Eventually the kitchen light blinked out. Salem didn’t immediately leave his room, but waited a little longer until he was sure they wouldn't hear him sneaking downstairs. Salem tip-toed silently down the stairs and switched the sound on the computer speakers right down low, just to be safe. Then he plugged in his headphones and booted up his game. They pressed against his ears and he thought that he ought to get some new ones, ones that went right over. But that kind were expensive and he was certain his parents would never splurge for those, not for the purpose of playing computer games anyway. Soon he was lost in the game. Sword in hand his character marched through the darkened wood, looking for enemy goblins.
Salem jumped when he heard a howl. Thinking, at first, that it had come from the game he continued playing. Then another sounded, closer and different. He took off the headphones and listened to the night.
Somewhere outside the house, a light wind caused the trees to rustle. There was another howl. Further away this time. He listened as more howls filled the night. They weren’t so far from the woods here. The wolves and the werewolves were probably out hunting the small deer and enjoying the large moon. Did they like the large moon? Or did it make it harder to hunt? Harder to hide too, Salem supposed. He had a friend who was a werewolf. Perhaps he should ask him. Technically, he was more Katrina’s friend.
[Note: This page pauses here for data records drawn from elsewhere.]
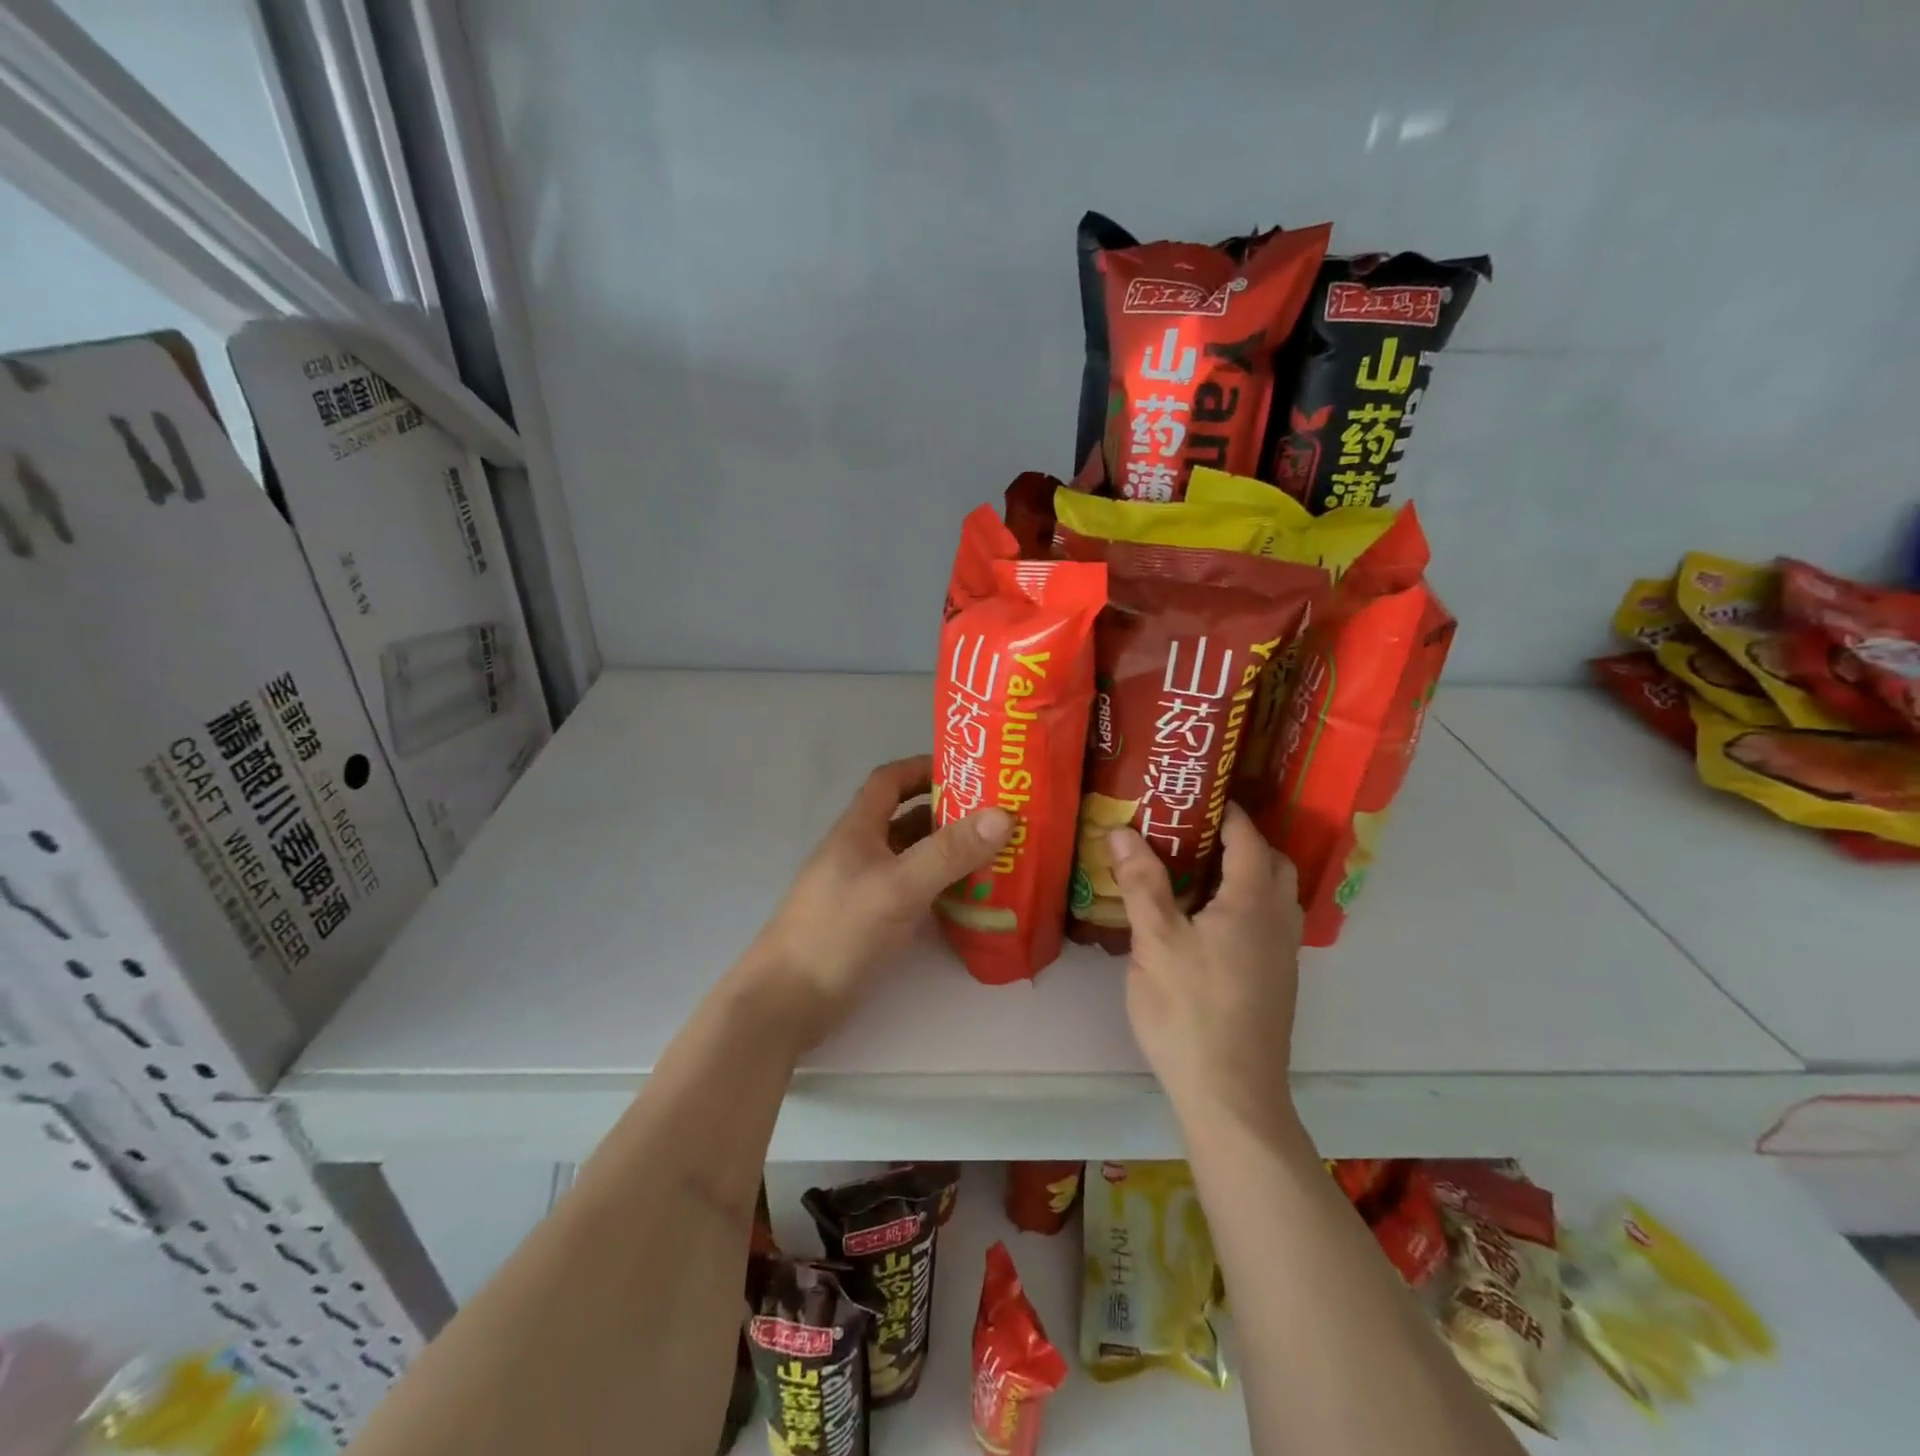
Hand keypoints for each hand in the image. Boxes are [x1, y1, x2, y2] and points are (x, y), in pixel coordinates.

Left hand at [738, 755, 1012, 1049]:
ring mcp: (863, 888)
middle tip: (998, 818)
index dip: (924, 768)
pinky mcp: (869, 922)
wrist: (788, 1002)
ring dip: (947, 854)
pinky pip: (911, 892)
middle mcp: (860, 852)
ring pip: (912, 858)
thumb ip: (949, 852)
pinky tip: (969, 901)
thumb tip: (1004, 814)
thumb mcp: (899, 886)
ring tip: (996, 857)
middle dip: (949, 814)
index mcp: (858, 829)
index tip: (969, 772)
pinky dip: (939, 889)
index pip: (890, 780)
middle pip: (907, 819)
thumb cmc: (839, 931)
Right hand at [1110, 803, 1302, 1129]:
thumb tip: (1123, 830)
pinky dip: (1246, 906)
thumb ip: (1141, 883)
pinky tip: (1208, 924)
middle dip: (1243, 841)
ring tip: (1198, 873)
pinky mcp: (1277, 984)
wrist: (1232, 1096)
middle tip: (1196, 833)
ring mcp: (1283, 957)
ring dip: (1247, 875)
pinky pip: (1269, 925)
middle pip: (1273, 865)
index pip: (1249, 840)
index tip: (1197, 795)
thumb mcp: (1155, 942)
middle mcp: (1278, 923)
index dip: (1228, 812)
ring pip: (1275, 898)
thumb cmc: (1190, 1010)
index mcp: (1252, 904)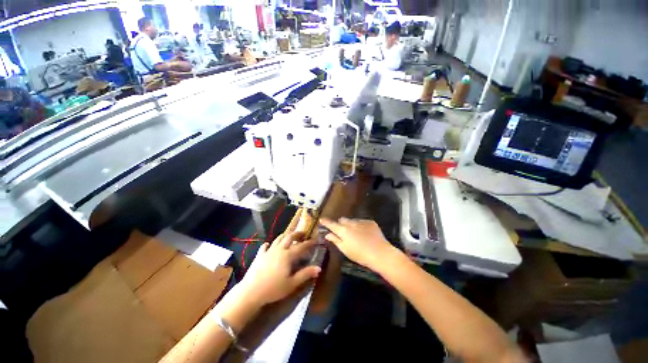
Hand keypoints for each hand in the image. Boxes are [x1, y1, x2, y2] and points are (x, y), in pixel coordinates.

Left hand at [239, 232, 320, 305]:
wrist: (251, 292)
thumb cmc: (273, 289)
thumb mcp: (292, 284)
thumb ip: (305, 274)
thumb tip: (318, 268)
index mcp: (288, 255)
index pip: (301, 246)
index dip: (309, 243)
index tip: (315, 240)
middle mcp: (279, 250)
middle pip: (289, 237)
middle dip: (297, 234)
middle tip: (303, 233)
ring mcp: (268, 251)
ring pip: (278, 239)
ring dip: (285, 235)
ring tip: (289, 235)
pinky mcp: (259, 256)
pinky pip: (264, 247)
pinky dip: (268, 244)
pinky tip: (269, 245)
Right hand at [320, 218, 396, 270]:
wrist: (380, 253)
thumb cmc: (360, 255)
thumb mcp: (345, 250)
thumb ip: (335, 240)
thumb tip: (327, 234)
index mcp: (343, 230)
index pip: (331, 224)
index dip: (326, 222)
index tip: (321, 219)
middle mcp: (351, 223)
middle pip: (342, 220)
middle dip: (340, 224)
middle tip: (342, 232)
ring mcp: (361, 221)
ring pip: (352, 221)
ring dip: (351, 225)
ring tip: (356, 234)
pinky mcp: (370, 222)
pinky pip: (361, 222)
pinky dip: (360, 226)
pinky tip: (365, 234)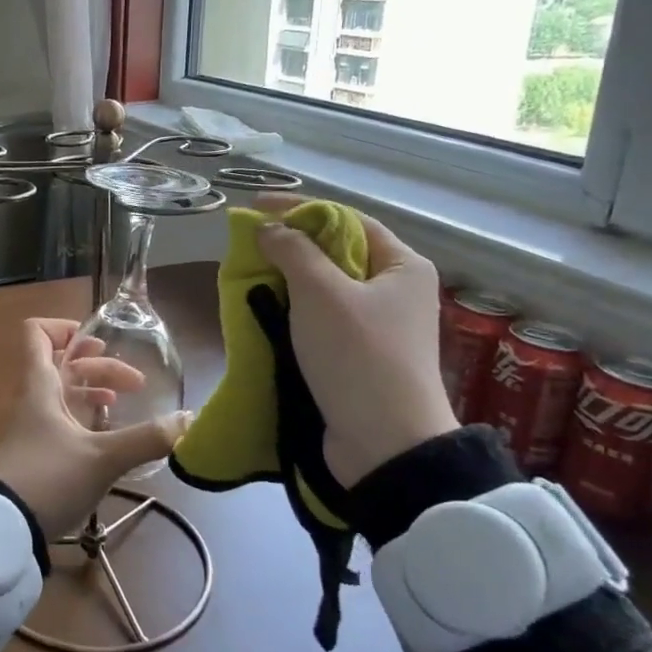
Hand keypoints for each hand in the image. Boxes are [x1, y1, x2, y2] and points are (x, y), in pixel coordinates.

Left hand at [0, 319, 190, 539]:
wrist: (2, 528)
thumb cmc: (47, 478)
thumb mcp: (101, 458)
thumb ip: (145, 439)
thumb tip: (190, 421)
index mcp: (42, 386)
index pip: (38, 334)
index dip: (65, 328)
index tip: (100, 342)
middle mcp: (37, 400)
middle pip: (65, 365)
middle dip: (101, 366)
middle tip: (138, 384)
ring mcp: (38, 428)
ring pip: (67, 394)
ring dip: (95, 391)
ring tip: (123, 402)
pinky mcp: (42, 454)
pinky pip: (67, 422)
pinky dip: (89, 420)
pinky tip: (110, 436)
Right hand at [254, 197, 456, 490]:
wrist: (385, 444)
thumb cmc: (358, 356)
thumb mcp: (321, 294)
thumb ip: (292, 251)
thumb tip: (268, 228)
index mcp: (402, 266)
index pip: (347, 219)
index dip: (300, 209)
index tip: (256, 207)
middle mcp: (396, 291)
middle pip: (337, 252)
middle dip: (292, 244)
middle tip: (249, 244)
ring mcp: (379, 326)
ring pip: (327, 287)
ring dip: (289, 278)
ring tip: (251, 275)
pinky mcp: (361, 355)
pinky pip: (323, 318)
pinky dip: (295, 310)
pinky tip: (267, 311)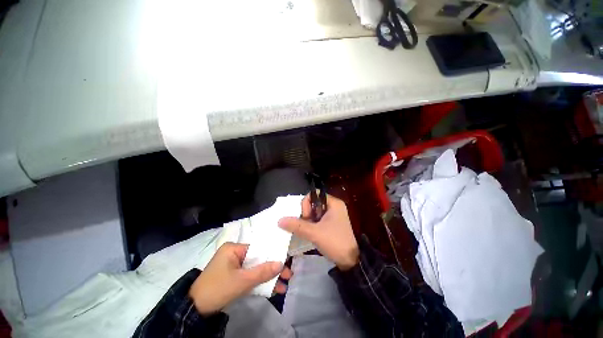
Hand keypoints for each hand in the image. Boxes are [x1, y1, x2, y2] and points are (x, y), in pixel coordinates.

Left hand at [189, 242, 291, 314]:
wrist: (194, 311)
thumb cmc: (217, 289)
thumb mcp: (241, 281)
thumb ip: (262, 272)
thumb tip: (281, 264)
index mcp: (234, 248)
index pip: (258, 249)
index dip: (272, 256)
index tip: (286, 263)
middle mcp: (234, 254)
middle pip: (258, 259)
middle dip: (272, 269)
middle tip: (288, 275)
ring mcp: (233, 266)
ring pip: (255, 269)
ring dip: (267, 278)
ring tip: (282, 286)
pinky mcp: (233, 276)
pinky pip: (249, 276)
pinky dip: (258, 283)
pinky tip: (271, 289)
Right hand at [279, 194, 358, 269]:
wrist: (351, 261)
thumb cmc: (334, 242)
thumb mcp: (314, 233)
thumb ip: (297, 225)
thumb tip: (280, 220)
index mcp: (333, 203)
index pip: (314, 194)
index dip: (306, 204)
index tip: (306, 218)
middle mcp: (334, 206)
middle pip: (314, 202)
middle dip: (307, 213)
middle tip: (306, 225)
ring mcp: (334, 215)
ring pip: (315, 211)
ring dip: (309, 220)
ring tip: (308, 230)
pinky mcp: (332, 223)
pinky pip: (319, 218)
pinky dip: (313, 224)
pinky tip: (311, 232)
Salem listened awhile longer to the howls. They almost sounded like singing and he was reminded of his father’s song from earlier about the bowman. He wondered what sort of song might a ghost play?
The howls echoed for ages on the air but came no closer to the house. Eventually Salem grew board of listening to them, and returned to his game. His parents had told all of them they’d be setting sail tomorrow. Still, he had hours before dawn. He would play for a just a little while.